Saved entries
----------
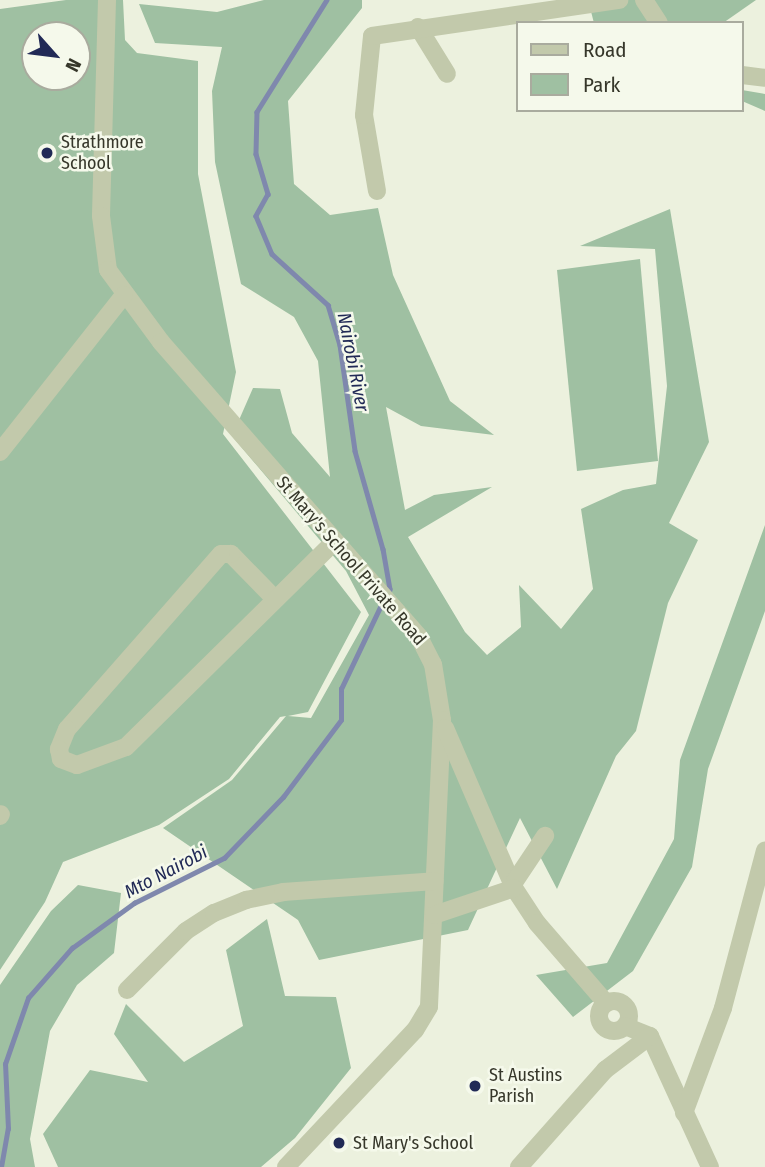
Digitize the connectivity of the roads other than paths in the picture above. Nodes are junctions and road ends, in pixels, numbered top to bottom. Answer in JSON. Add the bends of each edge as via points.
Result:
{"nodes":[{"id":1,"x":107,"y":0,"type":"edge"},
{"id":2,"x":619,"y":0,"type":"edge"},
{"id":3,"x":644,"y":0,"type":"edge"},
{"id":4,"x":658,"y":21,"type":"edge"},
{"id":5,"x":418,"y":27,"type":"junction"},
{"id":6,"x":447,"y":74,"type":"dead end"},
{"id":7,"x":744,"y":75,"type":"edge"},
{"id":8,"x":765,"y":78,"type":"edge"},
{"id":9,"x":377,"y":191,"type":"dead end"},
{"id":10,"x":124,"y":295,"type":"junction"},
{"id":11,"x":0,"y":452,"type":"edge"},
{"id":12,"x":334,"y":542,"type":"junction"},
{"id":13,"x":274,"y":598,"type":"junction"},
{"id":14,"x":442,"y":720,"type":"junction"},
{"id":15,"x":545,"y":836,"type":"dead end"},
{"id":16,"x":765,"y":850,"type":"edge"},
{"id":17,"x":435,"y":881,"type":"junction"},
{"id":18,"x":513,"y":886,"type":"junction"},
{"id":19,"x":434,"y":915,"type":"junction"},
{"id":20,"x":127,"y":990,"type":"dead end"},
{"id":21,"x":650,"y":1036,"type":"junction"},
{"id":22,"x":684,"y":1113,"type":"junction"},
{"id":23,"x":286,"y":1167,"type":"edge"},
{"id":24,"x":519,"y":1167,"type":"edge"},
{"id":25,"x":710,"y":1167,"type":"edge"}],
"edges":[{"from":1,"to":10,"type":"street","name":"St Mary's School Private Road","via":[[101,216],[108,270]]},
{"from":2,"to":5,"type":"street"},
{"from":3,"to":4,"type":"street"},
{"from":5,"to":6,"type":"street"},
{"from":5,"to":9,"type":"street","via":[[377,33],[370,39],[364,115]]},
{"from":7,"to":8,"type":"street"},
{"from":10,"to":11,"type":"street"},
{"from":10,"to":12,"type":"street","name":"St Mary's School Private Road"},
{"from":12,"to":13,"type":"street"},
{"from":12,"to":14,"type":"street","name":"St Mary's School Private Road","via":[[427,648]]},
{"from":13,"to":13,"type":"street","via":[[231,554],[221,554],[67,729],[59,749],[61,759],[85,764],[126,747],[200,678]]},
{"from":14,"to":17,"type":"street","name":"St Mary's School Private Road"},
{"from":14,"to":18,"type":"street"},
{"from":15,"to":18,"type":"street"},
{"from":16,"to":22,"type":"street","via":[[723,1008]]},
{"from":17,"to":19,"type":"street","name":"St Mary's School Private Road"},
{"from":17,"to":20,"type":"street","via":[[283,892],[246,900],[186,931]]},
{"from":18,"to":19,"type":"street"},
{"from":18,"to":21,"type":"street","via":[[551,941],[606,1003],[600,1014],[603,1025],[614,1030],[625,1026]]},
{"from":19,"to":23,"type":"street","name":"St Mary's School Private Road","via":[[432,988],[422,1019]]},
{"from":21,"to":22,"type":"street"},
{"from":21,"to":24,"type":"street","via":[[605,1070]]},
{"from":22,"to":25,"type":"street"}]}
----------
- **Problem requirements**
Within the entries above, find every line where the string "Private" occurs, and copy it.

- **Result of the exercise**
"edges":[{"from":1,"to":10,"type":"street","name":"St Mary's School Private Road","via":[[101,216],[108,270]]},
{"from":10,"to":12,"type":"street","name":"St Mary's School Private Road"},
{"from":12,"to":14,"type":"street","name":"St Mary's School Private Road","via":[[427,648]]},
{"from":14,"to":17,"type":"street","name":"St Mary's School Private Road"},
{"from":17,"to":19,"type":"street","name":"St Mary's School Private Road"},
{"from":19,"to":23,"type":"street","name":"St Mary's School Private Road","via":[[432,988],[422,1019]]},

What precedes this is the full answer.